— What the exercise asks —
Each line below with the word "Rathnakara" needs to be copied.

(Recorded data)
-------

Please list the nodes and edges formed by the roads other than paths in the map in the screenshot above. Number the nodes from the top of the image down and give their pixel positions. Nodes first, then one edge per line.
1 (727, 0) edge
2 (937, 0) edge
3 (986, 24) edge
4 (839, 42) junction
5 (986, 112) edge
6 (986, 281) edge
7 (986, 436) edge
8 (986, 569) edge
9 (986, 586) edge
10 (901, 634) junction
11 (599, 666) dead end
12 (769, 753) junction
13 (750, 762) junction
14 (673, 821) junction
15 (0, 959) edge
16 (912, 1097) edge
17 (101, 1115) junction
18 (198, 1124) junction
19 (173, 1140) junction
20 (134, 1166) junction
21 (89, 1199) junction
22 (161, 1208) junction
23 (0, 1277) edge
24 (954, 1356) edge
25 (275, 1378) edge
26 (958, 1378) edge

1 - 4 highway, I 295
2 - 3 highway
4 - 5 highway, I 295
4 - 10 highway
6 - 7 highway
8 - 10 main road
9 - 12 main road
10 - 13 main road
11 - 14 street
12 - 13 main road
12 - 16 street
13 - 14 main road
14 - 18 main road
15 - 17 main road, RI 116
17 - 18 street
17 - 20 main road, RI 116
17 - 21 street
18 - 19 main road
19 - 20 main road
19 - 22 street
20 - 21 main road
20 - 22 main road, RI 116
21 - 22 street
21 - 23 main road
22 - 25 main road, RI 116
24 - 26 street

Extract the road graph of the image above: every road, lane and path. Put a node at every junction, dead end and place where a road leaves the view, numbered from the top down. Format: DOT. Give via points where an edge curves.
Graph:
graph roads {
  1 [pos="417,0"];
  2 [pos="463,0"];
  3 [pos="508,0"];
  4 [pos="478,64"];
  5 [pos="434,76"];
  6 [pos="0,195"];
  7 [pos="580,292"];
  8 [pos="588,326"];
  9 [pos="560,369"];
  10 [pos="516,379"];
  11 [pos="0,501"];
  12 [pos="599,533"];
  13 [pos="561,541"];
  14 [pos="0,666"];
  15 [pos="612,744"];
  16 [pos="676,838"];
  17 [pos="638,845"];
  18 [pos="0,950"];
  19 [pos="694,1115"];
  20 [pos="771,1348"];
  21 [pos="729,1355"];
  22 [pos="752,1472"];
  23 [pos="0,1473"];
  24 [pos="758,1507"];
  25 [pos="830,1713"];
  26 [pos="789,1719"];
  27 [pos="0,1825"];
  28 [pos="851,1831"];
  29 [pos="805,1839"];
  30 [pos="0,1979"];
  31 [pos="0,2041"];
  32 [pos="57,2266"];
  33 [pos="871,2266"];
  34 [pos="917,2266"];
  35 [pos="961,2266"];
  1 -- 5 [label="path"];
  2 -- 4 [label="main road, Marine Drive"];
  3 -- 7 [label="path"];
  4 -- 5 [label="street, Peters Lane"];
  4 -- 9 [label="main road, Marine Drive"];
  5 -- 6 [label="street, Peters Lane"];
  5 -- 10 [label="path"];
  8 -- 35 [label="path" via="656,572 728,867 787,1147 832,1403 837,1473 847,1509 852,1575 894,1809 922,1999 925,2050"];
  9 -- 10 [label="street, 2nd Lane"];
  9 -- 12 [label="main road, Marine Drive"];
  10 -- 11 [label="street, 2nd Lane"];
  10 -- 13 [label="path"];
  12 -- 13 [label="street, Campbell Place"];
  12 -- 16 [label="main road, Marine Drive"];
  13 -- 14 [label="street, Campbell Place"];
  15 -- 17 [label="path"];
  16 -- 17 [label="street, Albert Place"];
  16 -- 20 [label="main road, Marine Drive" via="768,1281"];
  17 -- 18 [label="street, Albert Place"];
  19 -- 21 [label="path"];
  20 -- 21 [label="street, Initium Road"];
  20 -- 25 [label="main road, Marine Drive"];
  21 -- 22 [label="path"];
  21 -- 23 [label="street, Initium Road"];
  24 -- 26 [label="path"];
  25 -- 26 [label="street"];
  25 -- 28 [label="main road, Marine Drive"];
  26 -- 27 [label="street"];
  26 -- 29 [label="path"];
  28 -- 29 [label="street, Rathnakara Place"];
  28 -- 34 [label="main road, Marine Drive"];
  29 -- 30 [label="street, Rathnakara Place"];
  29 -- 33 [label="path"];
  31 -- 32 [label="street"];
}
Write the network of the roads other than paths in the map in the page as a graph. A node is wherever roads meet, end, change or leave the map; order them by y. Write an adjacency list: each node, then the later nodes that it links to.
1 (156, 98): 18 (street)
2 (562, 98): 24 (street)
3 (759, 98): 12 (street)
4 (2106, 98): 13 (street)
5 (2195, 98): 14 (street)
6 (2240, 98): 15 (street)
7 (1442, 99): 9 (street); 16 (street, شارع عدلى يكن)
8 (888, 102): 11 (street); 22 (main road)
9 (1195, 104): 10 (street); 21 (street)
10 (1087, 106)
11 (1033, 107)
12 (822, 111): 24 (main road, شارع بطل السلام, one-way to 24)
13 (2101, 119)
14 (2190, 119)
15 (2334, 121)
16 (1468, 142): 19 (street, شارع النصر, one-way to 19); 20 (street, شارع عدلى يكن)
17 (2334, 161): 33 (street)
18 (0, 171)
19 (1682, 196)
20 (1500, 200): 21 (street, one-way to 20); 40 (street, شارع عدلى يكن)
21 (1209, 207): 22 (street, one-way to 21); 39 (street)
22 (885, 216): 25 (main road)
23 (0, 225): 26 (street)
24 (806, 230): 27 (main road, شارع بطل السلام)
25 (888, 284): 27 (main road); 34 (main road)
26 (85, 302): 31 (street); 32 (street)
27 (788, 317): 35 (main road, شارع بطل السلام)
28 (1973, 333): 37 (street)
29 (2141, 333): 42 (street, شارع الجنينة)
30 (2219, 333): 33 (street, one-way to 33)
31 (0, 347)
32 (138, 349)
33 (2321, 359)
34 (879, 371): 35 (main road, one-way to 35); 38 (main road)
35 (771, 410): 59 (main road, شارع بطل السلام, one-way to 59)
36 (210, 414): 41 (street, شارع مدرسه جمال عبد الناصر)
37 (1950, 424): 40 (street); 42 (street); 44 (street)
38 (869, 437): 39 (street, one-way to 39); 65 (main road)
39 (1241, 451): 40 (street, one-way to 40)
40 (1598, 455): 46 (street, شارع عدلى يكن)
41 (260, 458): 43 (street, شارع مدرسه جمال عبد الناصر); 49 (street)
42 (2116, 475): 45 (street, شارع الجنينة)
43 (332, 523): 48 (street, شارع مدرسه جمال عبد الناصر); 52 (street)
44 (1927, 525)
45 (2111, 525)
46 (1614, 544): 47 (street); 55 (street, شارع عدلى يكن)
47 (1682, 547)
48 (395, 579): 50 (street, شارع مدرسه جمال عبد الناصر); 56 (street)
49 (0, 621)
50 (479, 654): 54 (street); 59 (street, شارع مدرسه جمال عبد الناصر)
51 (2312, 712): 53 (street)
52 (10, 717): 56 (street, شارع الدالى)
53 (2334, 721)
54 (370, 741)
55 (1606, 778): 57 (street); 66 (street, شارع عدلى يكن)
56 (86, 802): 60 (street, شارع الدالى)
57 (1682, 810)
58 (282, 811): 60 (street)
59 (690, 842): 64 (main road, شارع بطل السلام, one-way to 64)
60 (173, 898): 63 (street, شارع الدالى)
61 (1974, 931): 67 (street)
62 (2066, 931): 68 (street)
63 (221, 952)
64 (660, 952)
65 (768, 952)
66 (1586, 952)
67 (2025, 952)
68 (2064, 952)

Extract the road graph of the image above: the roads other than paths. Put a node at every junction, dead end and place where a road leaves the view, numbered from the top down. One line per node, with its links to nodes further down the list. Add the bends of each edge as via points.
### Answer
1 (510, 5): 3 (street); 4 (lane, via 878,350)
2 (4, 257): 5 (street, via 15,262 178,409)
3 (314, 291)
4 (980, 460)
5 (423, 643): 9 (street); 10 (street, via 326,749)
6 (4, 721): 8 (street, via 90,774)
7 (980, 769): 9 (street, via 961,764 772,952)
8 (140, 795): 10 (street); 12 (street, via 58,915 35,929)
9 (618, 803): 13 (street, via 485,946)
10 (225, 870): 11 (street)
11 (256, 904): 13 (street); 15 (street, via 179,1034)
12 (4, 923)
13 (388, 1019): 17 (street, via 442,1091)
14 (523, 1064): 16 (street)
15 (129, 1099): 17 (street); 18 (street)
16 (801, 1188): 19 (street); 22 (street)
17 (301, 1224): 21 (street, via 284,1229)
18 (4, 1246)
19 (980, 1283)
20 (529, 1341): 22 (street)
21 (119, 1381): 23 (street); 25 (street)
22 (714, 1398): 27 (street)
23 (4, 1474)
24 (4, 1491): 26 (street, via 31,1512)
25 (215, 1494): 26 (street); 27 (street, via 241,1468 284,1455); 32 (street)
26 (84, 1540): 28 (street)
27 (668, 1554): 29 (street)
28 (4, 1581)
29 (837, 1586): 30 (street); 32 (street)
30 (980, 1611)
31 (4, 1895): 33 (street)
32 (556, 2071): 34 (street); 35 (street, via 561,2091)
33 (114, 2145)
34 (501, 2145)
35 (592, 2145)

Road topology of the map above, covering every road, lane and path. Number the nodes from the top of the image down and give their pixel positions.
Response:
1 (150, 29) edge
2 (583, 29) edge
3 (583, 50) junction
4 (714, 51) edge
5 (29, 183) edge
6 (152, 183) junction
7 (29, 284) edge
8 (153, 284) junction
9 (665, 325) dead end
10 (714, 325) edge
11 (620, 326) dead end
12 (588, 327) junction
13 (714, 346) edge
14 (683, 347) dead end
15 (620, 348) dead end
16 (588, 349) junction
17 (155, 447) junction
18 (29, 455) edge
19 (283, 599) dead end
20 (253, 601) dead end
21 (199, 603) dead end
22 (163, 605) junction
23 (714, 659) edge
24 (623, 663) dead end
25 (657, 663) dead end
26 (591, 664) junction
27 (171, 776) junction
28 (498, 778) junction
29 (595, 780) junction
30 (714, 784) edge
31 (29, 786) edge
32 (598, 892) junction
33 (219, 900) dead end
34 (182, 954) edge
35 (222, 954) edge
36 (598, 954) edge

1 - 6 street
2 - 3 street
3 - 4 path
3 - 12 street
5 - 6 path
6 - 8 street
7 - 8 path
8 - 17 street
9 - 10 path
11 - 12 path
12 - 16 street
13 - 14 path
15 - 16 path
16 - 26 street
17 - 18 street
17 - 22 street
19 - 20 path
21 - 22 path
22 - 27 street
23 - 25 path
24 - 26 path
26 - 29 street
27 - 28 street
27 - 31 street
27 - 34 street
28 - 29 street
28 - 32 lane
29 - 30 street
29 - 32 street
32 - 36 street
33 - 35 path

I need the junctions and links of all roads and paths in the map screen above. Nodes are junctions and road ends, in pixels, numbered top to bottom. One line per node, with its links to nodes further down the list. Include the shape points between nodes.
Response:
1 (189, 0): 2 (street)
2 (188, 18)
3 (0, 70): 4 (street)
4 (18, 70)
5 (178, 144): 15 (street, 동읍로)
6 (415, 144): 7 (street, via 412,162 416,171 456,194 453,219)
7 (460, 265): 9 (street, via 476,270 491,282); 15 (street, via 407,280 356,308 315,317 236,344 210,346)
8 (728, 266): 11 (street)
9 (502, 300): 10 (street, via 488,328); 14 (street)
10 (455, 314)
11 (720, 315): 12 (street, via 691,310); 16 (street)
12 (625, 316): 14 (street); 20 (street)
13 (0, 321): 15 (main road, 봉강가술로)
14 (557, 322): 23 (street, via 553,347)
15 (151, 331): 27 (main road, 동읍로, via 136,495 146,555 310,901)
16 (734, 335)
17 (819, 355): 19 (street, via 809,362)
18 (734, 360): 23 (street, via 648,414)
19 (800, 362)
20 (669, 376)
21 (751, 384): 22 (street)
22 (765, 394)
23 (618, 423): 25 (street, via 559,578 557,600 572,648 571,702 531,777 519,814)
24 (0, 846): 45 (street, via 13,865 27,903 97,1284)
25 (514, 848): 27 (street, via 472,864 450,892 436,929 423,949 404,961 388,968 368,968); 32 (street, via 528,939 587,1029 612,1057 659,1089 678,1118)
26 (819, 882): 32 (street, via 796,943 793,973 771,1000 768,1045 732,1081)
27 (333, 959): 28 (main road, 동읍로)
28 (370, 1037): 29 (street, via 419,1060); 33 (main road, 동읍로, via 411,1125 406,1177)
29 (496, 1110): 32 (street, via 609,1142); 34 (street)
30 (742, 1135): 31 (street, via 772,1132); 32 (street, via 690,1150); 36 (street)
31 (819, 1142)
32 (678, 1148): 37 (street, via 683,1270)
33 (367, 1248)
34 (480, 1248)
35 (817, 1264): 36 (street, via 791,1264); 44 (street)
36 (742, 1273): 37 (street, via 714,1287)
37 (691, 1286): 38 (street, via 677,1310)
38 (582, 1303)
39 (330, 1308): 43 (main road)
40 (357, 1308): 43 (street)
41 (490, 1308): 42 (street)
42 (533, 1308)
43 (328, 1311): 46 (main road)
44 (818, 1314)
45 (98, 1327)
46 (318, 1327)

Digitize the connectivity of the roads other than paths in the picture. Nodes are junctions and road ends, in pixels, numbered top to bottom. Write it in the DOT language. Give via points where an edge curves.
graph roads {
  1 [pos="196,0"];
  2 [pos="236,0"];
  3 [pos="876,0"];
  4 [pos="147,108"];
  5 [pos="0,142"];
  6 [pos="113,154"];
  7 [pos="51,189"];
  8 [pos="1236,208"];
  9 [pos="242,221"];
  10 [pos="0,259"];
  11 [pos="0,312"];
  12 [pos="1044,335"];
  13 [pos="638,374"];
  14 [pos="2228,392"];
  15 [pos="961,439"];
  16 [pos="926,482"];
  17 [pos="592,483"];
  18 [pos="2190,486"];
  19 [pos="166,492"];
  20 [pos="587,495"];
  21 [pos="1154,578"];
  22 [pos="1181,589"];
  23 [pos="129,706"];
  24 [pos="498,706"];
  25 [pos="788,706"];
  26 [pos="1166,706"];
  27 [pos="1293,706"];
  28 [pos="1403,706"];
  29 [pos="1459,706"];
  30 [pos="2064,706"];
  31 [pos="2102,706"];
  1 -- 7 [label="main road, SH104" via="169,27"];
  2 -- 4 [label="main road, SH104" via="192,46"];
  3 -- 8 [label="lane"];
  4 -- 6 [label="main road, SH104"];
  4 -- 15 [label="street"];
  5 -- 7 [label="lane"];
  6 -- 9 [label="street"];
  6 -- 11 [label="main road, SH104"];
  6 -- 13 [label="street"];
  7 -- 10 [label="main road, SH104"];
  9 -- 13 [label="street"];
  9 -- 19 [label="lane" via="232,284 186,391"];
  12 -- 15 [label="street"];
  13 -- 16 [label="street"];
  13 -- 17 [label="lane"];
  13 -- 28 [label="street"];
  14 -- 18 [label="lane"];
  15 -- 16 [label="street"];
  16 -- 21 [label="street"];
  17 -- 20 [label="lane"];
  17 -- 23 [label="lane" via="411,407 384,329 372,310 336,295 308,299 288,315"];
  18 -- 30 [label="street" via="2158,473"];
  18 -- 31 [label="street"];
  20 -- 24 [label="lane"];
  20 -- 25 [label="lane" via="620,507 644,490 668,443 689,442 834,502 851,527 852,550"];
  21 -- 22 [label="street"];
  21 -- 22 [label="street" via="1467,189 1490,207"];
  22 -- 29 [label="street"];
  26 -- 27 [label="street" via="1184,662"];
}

-------

— Exercise answer —
  28 -- 29 [label="street, Rathnakara Place"];
  29 -- 30 [label="street, Rathnakara Place"];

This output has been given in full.